◆ **Exercise**
For each line below that includes the word "column", make a copy.
** Opening Extracted entries block **
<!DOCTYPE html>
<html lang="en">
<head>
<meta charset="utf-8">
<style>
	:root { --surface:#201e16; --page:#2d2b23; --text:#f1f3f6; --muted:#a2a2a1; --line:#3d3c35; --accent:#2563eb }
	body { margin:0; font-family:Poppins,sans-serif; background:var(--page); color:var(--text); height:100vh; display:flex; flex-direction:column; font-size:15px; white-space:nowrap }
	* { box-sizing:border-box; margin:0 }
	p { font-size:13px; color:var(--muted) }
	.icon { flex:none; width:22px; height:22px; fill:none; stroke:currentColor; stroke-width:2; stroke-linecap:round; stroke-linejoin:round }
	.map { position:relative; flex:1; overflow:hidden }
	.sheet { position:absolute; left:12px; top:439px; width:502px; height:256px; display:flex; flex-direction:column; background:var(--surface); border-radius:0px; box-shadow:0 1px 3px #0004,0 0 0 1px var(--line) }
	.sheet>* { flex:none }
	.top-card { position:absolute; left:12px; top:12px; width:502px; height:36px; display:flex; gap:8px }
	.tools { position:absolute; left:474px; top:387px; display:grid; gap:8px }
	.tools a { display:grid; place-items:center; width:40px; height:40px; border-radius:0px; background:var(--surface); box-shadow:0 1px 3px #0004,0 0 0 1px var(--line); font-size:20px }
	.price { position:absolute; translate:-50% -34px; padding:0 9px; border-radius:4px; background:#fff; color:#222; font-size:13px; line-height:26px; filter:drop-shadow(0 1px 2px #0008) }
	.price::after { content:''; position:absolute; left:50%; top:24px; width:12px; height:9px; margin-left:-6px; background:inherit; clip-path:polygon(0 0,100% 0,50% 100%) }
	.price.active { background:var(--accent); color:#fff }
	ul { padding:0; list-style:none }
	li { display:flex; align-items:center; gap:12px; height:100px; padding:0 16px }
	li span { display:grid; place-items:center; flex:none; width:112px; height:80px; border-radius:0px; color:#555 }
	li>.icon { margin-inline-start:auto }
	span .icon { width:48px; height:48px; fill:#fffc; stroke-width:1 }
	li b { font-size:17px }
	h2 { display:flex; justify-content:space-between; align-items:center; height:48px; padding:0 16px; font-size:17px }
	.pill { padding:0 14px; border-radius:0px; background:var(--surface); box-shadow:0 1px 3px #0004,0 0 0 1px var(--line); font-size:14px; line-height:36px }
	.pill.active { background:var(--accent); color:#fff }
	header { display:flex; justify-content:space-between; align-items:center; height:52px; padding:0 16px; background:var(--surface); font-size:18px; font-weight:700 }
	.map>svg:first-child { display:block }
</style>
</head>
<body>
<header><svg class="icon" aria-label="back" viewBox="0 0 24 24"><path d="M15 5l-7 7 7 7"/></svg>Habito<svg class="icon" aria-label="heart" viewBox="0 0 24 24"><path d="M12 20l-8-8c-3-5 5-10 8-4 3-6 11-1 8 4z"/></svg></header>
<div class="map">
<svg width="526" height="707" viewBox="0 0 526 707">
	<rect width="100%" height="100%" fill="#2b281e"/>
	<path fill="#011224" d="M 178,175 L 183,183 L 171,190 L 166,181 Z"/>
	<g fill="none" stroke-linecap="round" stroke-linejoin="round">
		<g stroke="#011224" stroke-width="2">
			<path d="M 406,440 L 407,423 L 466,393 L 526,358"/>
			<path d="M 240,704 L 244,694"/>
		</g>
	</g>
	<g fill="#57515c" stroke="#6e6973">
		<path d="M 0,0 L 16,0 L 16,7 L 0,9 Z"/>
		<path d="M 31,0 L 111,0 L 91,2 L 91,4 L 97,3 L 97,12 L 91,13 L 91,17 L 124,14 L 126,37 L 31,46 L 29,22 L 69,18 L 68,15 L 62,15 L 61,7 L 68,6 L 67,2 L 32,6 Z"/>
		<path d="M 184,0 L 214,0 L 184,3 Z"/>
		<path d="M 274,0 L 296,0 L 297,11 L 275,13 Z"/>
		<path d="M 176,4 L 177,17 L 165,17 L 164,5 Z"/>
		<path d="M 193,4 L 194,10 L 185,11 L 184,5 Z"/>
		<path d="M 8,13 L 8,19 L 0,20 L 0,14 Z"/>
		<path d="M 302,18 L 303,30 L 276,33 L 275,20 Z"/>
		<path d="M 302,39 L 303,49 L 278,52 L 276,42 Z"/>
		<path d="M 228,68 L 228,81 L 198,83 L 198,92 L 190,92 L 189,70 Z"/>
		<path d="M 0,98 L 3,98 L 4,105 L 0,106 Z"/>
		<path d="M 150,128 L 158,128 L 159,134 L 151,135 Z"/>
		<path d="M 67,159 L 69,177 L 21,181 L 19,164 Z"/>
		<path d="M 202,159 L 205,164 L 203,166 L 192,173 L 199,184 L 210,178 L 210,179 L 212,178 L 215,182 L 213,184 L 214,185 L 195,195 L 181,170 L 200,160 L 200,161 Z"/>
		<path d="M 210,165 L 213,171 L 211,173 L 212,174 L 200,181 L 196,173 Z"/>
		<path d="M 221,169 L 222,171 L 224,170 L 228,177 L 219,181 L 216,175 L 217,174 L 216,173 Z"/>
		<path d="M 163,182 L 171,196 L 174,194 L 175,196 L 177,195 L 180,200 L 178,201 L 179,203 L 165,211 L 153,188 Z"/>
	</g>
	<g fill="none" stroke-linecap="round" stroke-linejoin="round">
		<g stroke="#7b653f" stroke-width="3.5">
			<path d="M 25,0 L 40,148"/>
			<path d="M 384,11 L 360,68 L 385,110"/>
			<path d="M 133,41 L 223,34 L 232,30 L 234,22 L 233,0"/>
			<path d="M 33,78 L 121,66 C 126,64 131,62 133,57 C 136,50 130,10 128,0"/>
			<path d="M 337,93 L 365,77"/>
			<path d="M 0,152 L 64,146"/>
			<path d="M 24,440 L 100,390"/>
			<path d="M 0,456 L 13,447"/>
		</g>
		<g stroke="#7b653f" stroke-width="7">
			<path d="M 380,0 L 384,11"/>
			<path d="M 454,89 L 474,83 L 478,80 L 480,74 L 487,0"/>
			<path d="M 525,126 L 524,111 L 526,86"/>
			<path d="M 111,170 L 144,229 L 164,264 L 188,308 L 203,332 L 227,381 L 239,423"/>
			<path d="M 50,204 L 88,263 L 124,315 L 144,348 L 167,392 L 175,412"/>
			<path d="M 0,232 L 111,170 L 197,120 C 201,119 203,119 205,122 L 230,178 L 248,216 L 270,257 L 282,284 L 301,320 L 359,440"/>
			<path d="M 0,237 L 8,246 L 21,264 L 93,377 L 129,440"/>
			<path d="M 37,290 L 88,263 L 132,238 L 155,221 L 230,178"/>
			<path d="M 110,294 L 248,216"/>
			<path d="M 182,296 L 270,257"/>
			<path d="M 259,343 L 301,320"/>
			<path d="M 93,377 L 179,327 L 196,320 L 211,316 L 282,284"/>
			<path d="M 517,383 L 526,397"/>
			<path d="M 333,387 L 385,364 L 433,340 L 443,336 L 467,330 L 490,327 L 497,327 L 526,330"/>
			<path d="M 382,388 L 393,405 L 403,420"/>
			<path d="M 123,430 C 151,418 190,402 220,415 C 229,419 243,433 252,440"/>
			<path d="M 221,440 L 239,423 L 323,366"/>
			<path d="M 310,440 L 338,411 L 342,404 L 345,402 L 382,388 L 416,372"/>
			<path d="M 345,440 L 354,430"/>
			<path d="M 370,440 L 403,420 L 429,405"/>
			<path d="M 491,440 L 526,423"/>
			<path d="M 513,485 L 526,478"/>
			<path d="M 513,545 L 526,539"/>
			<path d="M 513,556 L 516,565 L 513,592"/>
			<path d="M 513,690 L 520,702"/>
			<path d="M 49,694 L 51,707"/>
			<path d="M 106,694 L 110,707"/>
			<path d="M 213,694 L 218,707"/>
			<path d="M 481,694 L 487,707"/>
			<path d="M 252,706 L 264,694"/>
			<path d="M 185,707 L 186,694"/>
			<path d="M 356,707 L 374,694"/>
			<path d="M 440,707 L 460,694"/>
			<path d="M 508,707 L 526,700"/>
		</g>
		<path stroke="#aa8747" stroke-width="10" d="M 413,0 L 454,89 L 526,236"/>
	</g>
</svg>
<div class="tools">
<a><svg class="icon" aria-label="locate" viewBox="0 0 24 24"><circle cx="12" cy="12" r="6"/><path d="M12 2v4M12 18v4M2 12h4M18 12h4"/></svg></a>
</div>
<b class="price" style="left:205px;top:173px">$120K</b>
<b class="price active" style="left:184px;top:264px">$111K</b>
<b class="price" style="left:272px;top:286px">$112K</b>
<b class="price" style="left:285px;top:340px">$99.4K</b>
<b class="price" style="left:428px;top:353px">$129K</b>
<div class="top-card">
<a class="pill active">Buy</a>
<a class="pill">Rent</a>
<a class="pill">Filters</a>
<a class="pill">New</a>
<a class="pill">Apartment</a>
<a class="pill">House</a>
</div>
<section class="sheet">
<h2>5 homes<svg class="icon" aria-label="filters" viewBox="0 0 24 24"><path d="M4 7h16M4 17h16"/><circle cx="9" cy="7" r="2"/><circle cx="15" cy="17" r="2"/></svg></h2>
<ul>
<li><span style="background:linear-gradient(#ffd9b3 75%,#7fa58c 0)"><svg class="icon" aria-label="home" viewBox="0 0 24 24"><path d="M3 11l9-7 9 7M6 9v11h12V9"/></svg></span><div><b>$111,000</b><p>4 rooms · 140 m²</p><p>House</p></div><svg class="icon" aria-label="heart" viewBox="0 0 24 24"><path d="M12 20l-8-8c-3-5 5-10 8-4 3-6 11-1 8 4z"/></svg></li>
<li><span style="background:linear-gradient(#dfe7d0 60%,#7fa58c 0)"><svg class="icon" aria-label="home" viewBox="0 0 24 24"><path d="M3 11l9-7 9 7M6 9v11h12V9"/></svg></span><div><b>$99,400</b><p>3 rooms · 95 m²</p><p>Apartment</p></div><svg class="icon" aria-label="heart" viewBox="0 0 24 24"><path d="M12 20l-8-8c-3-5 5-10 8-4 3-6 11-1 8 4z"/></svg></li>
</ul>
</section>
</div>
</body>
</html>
** Closing Extracted entries block **
◆ **Expected answer**
	body { margin:0; font-family:Poppins,sans-serif; background:var(--page); color:var(--text); height:100vh; display:flex; flex-direction:column; font-size:15px; white-space:nowrap }
	.sheet { position:absolute; left:12px; top:439px; width:502px; height:256px; display:flex; flex-direction:column; background:var(--surface); border-radius:0px; box-shadow:0 1px 3px #0004,0 0 0 1px var(--line) }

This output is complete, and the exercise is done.